ACTIVITY
The task calls for each line of the records below in which the word "Lifestyle" appears.

[Stored items]
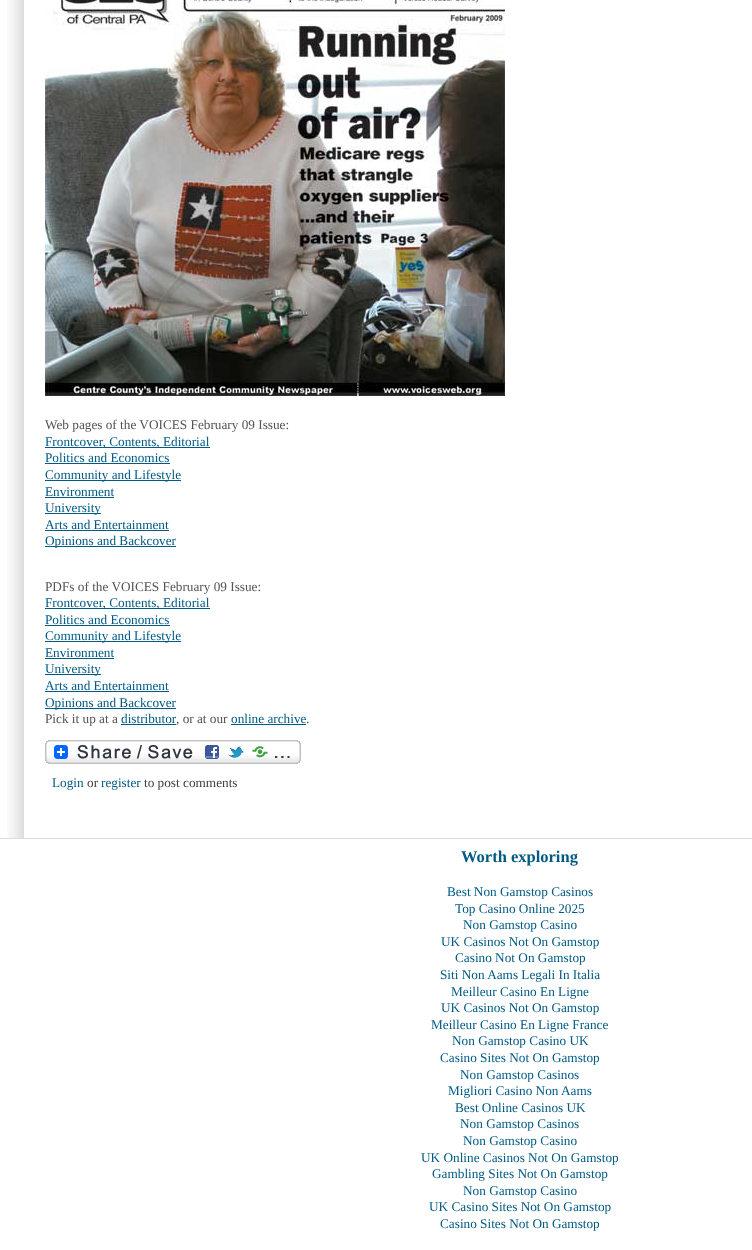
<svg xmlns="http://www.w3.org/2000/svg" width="752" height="1250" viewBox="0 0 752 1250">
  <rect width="100%" height="100%" fill="rgb(255,255,255)"/>
  <rect x="0" y="838" width="752" height="1" fill="rgb(221,221,221)"/>
  <image x="7" y="0" width="17" height="838" href="pic1.png"/>
  <image x="45" y="0" width="460" height="396" href="pic2.png"/>
  <text x="45" y="429" font-family="Liberation Serif" font-size="13.25" fill="rgb(83,83,83)">Web pages of the VOICES February 09 Issue:</text>
  <rect x="45" y="447" width="165" height="1" fill="rgb(0,90,132)"/>
  <g font-family="Liberation Serif" font-size="13.25" fill="rgb(0,90,132)">
    <text>
      <tspan x="45" y="446">Frontcover, Contents, Editorial</tspan>
      <tspan x="45" y="462">Politics and Economics</tspan>
    </text>
  </g>
  <rect x="45" y="463" width="125" height="1" fill="rgb(0,90,132)"/>
  <rect x="45" y="480" width="136" height="1" fill="rgb(0,90,132)"/>
  <g font-family="Liberation Serif" font-size="13.25" fill="rgb(0,90,132)">
    <text>
      <tspan x="45" y="479">Community and Lifestyle</tspan>
      <tspan x="45" y="496">Environment</tspan>
    </text>
  </g>
  <rect x="45" y="497" width="69" height="1" fill="rgb(0,90,132)"/>
  <rect x="45" y="513" width="56" height="1" fill="rgb(0,90,132)"/>
  <g font-family="Liberation Serif" font-size="13.25" fill="rgb(0,90,132)">
    <text>
      <tspan x="45" y="512">University</tspan>
      <tspan x="45" y="529">Arts and Entertainment</tspan>
    </text>
  </g>
  <rect x="45" y="530" width="124" height="1" fill="rgb(0,90,132)"/>
  <rect x="45" y="546" width="131" height="1" fill="rgb(0,90,132)"/>
  <text x="45" y="545" font-family="Liberation Serif" font-size="13.25" fill="rgb(0,90,132)">Opinions and Backcover</text>
  <text x="45" y="591" font-family="Liberation Serif" font-size="13.25" fill="rgb(83,83,83)">PDFs of the VOICES February 09 Issue:</text>
  <rect x="45" y="608" width="165" height="1" fill="rgb(0,90,132)"/>
  <g font-family="Liberation Serif" font-size="13.25" fill="rgb(0,90,132)">
    <text>
      <tspan x="45" y="607">Frontcover, Contents, Editorial</tspan>
      <tspan x="45" y="624">Politics and Economics</tspan>
    </text>
  </g>
  <rect x="45" y="625" width="125" height="1" fill="rgb(0,90,132)"/>
  <rect x="45" y="641" width="136" height="1" fill="rgb(0,90,132)"/>
  <g font-family="Liberation Serif" font-size="13.25" fill="rgb(0,90,132)">
    <text>
      <tspan x="45" y="640">Community and Lifestyle</tspan>
      <tspan x="45" y="657">Environment</tspan>
    </text>
  </g>
  <rect x="45" y="658" width="69" height="1" fill="rgb(0,90,132)"/>
  <rect x="45" y="674" width="56" height="1" fill="rgb(0,90,132)"/>
  <g font-family="Liberation Serif" font-size="13.25" fill="rgb(0,90,132)">
    <text>
      <tspan x="45" y="673">University</tspan>
      <tspan x="45" y="690">Arts and Entertainment</tspan>
    </text>
  </g>
  <rect x="45" y="691" width="124" height="1" fill="rgb(0,90,132)"/>
  <rect x="45" y="708" width="131" height="1" fill="rgb(0,90,132)"/>
  <text x="45" y="707" font-family="Liberation Serif" font-size="13.25" fill="rgb(0,90,132)">Opinions and Backcover</text>
  <text x="45" y="723" font-family="Liberation Serif" font-size="13.25" fill="rgb(83,83,83)">Pick it up at a</text>
  <text x="121" y="723" font-family="Liberation Serif" font-size="13.25" fill="rgb(0,90,132)">distributor</text>
  <rect x="121" y="724" width="55" height="1" fill="rgb(0,90,132)"/>
  <text x="176" y="723" font-family="Liberation Serif" font-size="13.25" fill="rgb(83,83,83)">, or at our</text>
  <text x="231" y="723" font-family="Liberation Serif" font-size="13.25" fill="rgb(0,90,132)">online archive</text>
  <rect x="231" y="724" width="75" height="1" fill="rgb(0,90,132)"/>
  <text x="306" y="723" font-family="Liberation Serif" font-size="13.25" fill="rgb(83,83,83)">.</text>
  <image x="45" y="740" width="256" height="24" href="pic3.png"/>
  <text x="52" y="787" font-family="Liberation Serif" font-size="13.25" fill="rgb(0,90,132)">Login</text>
  <text x="87" y="787" font-family="Liberation Serif" font-size="13.25" fill="rgb(63,63,63)">or</text>
  <text x="101" y="787" font-family="Liberation Serif" font-size="13.25" fill="rgb(0,90,132)">register</text>
  <text x="144" y="787" font-family="Liberation Serif" font-size="13.25" fill="rgb(63,63,63)">to post comments</text>
  <text x="461" y="862" font-family="Liberation Serif" font-size="16.5" font-weight="bold" fill="rgb(0,90,132)">Worth exploring</text>
  <g font-family="Liberation Serif" font-size="13.25" fill="rgb(0,90,132)">
    <text x="447" y="896">Best Non Gamstop Casinos</text>
    <text x="455" y="913">Top Casino Online 2025</text>
    <text x="463" y="929">Non Gamstop Casino</text>
    <text x="441" y="946">UK Casinos Not On Gamstop</text>
    <text x="455" y="962">Casino Not On Gamstop</text>
    <text x="440" y="979">Siti Non Aams Legali In Italia</text>
    <text x="451" y="996">Meilleur Casino En Ligne</text>
    <text x="441" y="1012">UK Casinos Not On Gamstop</text>
    <text x="431" y="1029">Meilleur Casino En Ligne France</text>
    <text x="452" y="1045">Non Gamstop Casino UK</text>
    <text x="440" y="1062">Casino Sites Not On Gamstop</text>
    <text x="460" y="1079">Non Gamstop Casinos</text>
    <text x="448" y="1095">Migliori Casino Non Aams</text>
    <text x="455" y="1112">Best Online Casinos UK</text>
    <text x="460" y="1128">Non Gamstop Casinos</text>
    <text x="463" y="1145">Non Gamstop Casino</text>
    <text x="421" y="1162">UK Online Casinos Not On Gamstop</text>
    <text x="432" y="1178">Gambling Sites Not On Gamstop</text>
    <text x="463" y="1195">Non Gamstop Casino</text>
    <text x="429" y="1211">UK Casino Sites Not On Gamstop</text>
    <text x="440" y="1228">Casino Sites Not On Gamstop</text>
  </g>
</svg>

PROBLEM SOLUTION
      <tspan x="45" y="479">Community and Lifestyle</tspan>
      <tspan x="45" y="640">Community and Lifestyle</tspan>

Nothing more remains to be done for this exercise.